A questão do aborto no Brasil
Enviada em 26/11/2018
O tema aborto envolve uma série de fatores, tais como ética, moral e princípios pessoais. Pela lei brasileira, o aborto é ilegal, exceto em casos de riscos para a mãe ou estupro. Muitas pessoas alegam que o aborto deve ser deixado a critério da mãe, pois o corpo é dela, logo a decisão também há de ser. Porém, uma grande massa de pessoas, em sua maioria tradicionais e conservadores, defendem que o abortar é tirar uma vida, e que os pais devem lidar com as consequências de seus atos. Seria o aborto tão abominável assim?
Segundo a PNA (Pesquisa Nacional do Aborto), uma em cada cinco mulheres acima dos 40 anos já abortaram pelo menos uma vez na vida, e 20% das mulheres abortarão ilegalmente até o final da vida reprodutiva. É fato que o aborto clandestino é extremamente prejudicial à mãe, podendo causar danos extremos e até mesmo a morte, o que faz com que um dos argumentos para a legalização seja justamente a precariedade de equipamentos e tratamento que as mulheres que desejam retirar o feto tem de enfrentar.

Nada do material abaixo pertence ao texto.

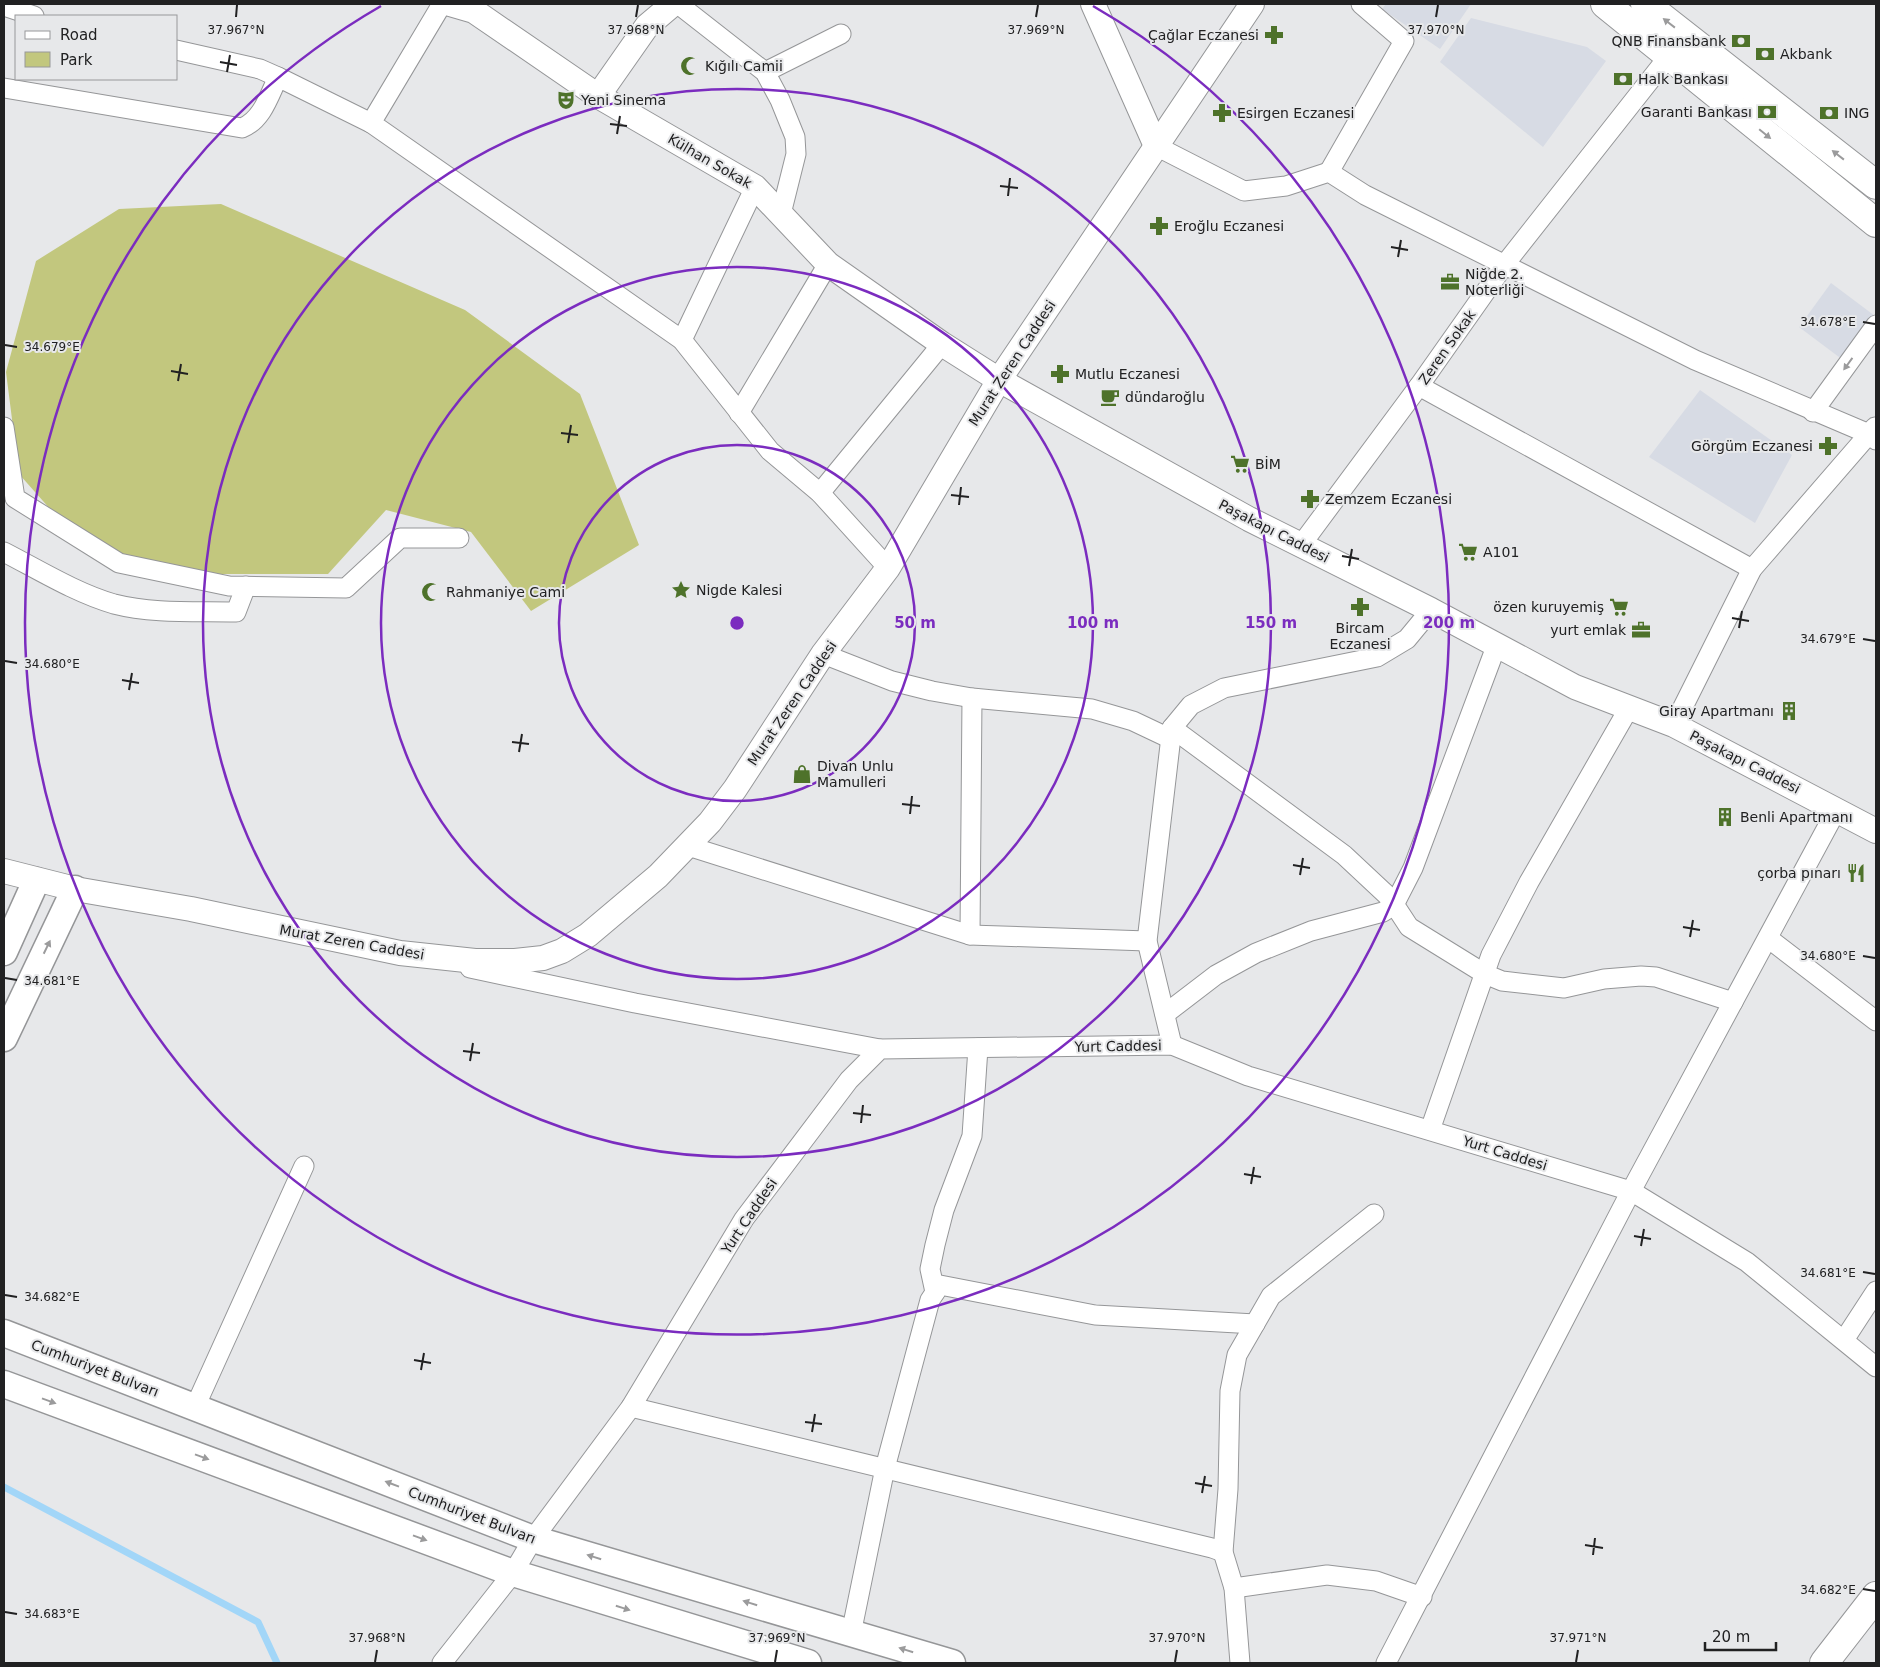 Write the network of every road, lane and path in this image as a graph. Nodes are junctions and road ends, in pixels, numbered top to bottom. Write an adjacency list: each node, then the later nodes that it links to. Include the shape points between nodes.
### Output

As taxas de aborto vêm crescendo preocupantemente ao longo dos anos, e nada pode ser feito para erradicar tal ato, o máximo que se pode ter é uma fiscalização e controle. Além de ajudar na economia do país, a legalização do aborto contribui para a sociedade em si, visto que filhos indesejados podem não ser criados corretamente, se tornando rebeldes e acabando infringindo a lei ou algo do gênero.
Com base no que foi mencionado, o aborto deve ser legalizado, mas fiscalizado. É preciso oferecer tratamento de qualidade para as mulheres que desejam realizar esse processo e principalmente conscientizar a população, para que todos saibam se prevenir adequadamente, diminuindo assim os índices de gravidez acidental.